A fourth theme, presented in the article by Christensen, et al, describes approaches to using a hierarchy for selecting different outcomes to combine in a metaanalysis9. Predefining such a hierarchy avoids selective outcome reporting bias in studies with more than 1 pain scale, where the temptation is to use the one (“cherry picking”) with the largest effect size10. Use of a predefined hierarchy set, initiated by Juni, et al11 and developed by the Cochrane Musculoskeletal Editors, is proving to be popular with the Cochrane Musculoskeletal systematic review authors12. Juhl, et al proposed using a combination of criteria of frequency of use and effect size13. There was agreement on a research agenda, including the need to develop methodology for generation of hierarchical lists of outcome instruments measuring pain to guide metaanalyses. Tools that could be used to steer development of such a prioritized list are the COSMIN checklist and the OMERACT Filter 2.0.

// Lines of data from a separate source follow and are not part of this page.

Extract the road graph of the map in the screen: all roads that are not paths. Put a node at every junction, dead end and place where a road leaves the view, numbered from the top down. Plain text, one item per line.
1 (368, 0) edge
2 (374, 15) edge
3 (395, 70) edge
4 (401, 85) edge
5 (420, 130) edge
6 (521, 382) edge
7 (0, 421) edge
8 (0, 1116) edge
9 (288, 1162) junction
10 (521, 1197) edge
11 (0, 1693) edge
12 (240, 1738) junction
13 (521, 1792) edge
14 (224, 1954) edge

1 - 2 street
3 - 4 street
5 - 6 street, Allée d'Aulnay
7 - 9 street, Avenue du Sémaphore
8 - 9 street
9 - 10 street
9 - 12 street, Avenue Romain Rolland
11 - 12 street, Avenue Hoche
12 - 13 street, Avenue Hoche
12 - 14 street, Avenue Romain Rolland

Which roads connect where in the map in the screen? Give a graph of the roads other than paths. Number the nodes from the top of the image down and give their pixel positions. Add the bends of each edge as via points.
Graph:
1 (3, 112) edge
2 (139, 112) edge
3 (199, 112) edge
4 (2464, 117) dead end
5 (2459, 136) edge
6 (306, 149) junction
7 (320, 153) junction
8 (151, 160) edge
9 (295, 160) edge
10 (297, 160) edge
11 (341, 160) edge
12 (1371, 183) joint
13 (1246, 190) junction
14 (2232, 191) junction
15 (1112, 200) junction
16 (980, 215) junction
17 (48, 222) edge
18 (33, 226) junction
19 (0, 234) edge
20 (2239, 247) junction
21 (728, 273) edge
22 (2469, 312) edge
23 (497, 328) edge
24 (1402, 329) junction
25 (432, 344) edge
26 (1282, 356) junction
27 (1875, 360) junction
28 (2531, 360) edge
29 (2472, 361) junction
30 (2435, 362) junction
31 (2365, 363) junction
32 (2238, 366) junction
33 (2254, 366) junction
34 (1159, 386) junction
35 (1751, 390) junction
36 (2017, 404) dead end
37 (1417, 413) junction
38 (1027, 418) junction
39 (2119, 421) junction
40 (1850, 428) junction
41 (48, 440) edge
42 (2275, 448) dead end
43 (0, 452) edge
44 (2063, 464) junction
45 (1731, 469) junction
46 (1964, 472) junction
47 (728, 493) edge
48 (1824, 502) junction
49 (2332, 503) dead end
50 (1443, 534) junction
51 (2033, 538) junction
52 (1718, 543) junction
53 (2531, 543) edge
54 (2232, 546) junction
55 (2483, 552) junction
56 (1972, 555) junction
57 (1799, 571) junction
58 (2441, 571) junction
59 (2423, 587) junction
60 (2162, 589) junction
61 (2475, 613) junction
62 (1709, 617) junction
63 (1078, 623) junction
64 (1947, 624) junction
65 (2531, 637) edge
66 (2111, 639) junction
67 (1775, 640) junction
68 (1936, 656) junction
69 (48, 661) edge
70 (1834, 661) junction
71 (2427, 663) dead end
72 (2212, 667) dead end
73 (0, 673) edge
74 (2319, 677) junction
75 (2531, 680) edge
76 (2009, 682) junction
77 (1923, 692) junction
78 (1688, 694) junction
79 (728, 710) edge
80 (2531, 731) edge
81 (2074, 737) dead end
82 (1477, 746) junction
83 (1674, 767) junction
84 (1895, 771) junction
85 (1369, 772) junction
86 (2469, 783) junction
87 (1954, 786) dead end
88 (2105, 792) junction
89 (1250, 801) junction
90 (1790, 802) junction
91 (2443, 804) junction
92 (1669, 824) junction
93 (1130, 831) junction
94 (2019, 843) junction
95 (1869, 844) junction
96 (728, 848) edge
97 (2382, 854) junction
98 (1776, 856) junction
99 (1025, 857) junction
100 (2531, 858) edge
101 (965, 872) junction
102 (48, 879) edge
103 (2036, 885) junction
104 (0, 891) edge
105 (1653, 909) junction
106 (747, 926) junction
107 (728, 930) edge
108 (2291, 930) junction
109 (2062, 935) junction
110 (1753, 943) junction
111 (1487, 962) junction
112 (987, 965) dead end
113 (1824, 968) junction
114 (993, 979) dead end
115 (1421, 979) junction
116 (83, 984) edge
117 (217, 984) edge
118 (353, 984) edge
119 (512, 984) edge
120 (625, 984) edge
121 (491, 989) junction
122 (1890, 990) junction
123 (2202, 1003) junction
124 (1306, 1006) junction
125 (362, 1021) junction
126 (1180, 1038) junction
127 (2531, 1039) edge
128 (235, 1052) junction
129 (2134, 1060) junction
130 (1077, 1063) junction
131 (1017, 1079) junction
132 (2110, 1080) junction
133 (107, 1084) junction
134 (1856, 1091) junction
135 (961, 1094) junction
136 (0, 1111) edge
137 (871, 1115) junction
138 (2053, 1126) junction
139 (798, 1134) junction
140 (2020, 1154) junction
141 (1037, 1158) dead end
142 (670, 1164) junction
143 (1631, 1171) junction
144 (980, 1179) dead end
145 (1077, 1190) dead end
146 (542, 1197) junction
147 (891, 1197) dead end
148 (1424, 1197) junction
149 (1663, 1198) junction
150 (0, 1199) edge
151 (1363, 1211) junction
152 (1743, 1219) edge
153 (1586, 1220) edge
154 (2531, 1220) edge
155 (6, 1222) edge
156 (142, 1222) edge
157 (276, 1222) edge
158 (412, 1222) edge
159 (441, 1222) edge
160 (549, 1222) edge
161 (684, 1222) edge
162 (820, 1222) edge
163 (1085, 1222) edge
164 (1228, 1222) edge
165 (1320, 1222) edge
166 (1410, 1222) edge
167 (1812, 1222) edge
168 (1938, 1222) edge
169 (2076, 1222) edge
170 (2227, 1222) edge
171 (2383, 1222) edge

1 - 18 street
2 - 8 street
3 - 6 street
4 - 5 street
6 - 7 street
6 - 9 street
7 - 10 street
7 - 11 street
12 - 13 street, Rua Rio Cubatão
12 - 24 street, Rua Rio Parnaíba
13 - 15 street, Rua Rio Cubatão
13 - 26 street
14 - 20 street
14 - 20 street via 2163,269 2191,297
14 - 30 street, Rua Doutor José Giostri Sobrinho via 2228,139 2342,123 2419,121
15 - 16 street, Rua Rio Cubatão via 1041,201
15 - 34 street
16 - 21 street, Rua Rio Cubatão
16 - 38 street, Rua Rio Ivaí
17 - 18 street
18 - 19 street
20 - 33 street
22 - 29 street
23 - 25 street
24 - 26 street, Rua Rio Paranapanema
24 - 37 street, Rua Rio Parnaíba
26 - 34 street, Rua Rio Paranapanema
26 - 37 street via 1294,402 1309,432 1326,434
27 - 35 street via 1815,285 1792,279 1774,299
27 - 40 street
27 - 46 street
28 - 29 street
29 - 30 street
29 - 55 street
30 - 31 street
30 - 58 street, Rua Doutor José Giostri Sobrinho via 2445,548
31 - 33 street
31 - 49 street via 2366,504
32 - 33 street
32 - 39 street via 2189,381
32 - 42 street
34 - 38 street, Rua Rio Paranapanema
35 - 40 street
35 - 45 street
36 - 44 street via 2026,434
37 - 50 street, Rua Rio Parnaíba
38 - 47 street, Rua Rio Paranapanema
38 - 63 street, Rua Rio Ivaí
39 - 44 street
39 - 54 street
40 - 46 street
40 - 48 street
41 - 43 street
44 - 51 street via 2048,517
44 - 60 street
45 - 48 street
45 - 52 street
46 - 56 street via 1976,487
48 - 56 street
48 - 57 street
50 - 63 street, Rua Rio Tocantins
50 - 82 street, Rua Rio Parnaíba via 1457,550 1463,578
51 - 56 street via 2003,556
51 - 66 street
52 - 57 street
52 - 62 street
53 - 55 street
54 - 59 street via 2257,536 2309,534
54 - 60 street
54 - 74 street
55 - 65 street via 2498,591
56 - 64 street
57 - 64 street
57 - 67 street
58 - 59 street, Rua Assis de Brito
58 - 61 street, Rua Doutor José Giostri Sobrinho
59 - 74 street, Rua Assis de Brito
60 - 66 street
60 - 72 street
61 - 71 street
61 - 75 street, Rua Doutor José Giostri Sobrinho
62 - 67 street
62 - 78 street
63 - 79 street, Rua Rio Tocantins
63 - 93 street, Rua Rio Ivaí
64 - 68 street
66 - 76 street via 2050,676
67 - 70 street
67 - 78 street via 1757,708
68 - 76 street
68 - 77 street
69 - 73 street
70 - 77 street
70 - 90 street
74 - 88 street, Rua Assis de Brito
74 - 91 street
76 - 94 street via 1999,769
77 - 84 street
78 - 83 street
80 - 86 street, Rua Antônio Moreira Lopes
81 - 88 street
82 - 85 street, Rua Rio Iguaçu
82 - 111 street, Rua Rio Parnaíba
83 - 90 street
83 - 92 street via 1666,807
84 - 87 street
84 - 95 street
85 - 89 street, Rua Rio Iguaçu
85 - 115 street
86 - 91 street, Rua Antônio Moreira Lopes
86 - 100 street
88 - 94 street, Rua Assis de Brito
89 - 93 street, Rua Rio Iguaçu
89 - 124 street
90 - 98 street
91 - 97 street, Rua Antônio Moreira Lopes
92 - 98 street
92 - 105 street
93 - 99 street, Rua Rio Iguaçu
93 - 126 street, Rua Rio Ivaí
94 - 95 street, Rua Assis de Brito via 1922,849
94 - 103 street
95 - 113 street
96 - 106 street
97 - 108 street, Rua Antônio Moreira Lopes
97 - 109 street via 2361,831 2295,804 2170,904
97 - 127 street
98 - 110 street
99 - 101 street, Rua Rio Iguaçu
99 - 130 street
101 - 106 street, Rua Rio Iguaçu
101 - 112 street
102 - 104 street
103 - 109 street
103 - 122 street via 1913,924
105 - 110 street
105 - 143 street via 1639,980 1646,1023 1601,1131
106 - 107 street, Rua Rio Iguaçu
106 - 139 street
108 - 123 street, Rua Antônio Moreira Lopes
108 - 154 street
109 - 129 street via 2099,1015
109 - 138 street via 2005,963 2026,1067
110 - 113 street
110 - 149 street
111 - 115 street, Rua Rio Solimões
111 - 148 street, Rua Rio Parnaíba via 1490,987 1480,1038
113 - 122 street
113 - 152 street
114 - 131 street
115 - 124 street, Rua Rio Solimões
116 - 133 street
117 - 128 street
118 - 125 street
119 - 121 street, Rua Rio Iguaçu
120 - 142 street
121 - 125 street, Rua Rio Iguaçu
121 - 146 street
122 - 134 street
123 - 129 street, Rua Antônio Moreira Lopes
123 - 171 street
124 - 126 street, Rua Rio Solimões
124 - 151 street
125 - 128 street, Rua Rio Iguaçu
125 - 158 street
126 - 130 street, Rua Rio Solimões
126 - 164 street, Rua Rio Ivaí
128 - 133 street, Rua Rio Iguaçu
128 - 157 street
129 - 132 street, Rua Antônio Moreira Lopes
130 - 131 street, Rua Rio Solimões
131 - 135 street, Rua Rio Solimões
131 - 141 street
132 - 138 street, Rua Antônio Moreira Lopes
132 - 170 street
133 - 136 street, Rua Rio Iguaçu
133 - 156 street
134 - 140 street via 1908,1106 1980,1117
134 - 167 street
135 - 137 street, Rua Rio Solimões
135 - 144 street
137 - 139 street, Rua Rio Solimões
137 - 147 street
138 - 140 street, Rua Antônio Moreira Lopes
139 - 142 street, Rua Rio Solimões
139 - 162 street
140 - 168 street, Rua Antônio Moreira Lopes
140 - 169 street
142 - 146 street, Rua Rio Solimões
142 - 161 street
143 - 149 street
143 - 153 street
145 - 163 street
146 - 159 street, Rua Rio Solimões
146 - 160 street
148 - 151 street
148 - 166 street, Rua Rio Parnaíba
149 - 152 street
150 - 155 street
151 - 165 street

Regarding the topic of Pain Outcomes, Measurement, and Systematic Reviews, the pre-OMERACT meeting provided an important opportunity for representatives from a broad range of groups and organizations to discuss issues face-to-face while using the OMERACT process. Not all individuals participate in more than 1 organization. Different organizations have realized the importance of these issues and have addressed them to different degrees (done in isolation, this may be inefficient, not to mention the danger of competitive ownership). As well, there is too much to be done for any single organization. Our hope is that the participant organizations continue this partnership, while others who wish to participate will join in to address those parts of the research agenda that interest them.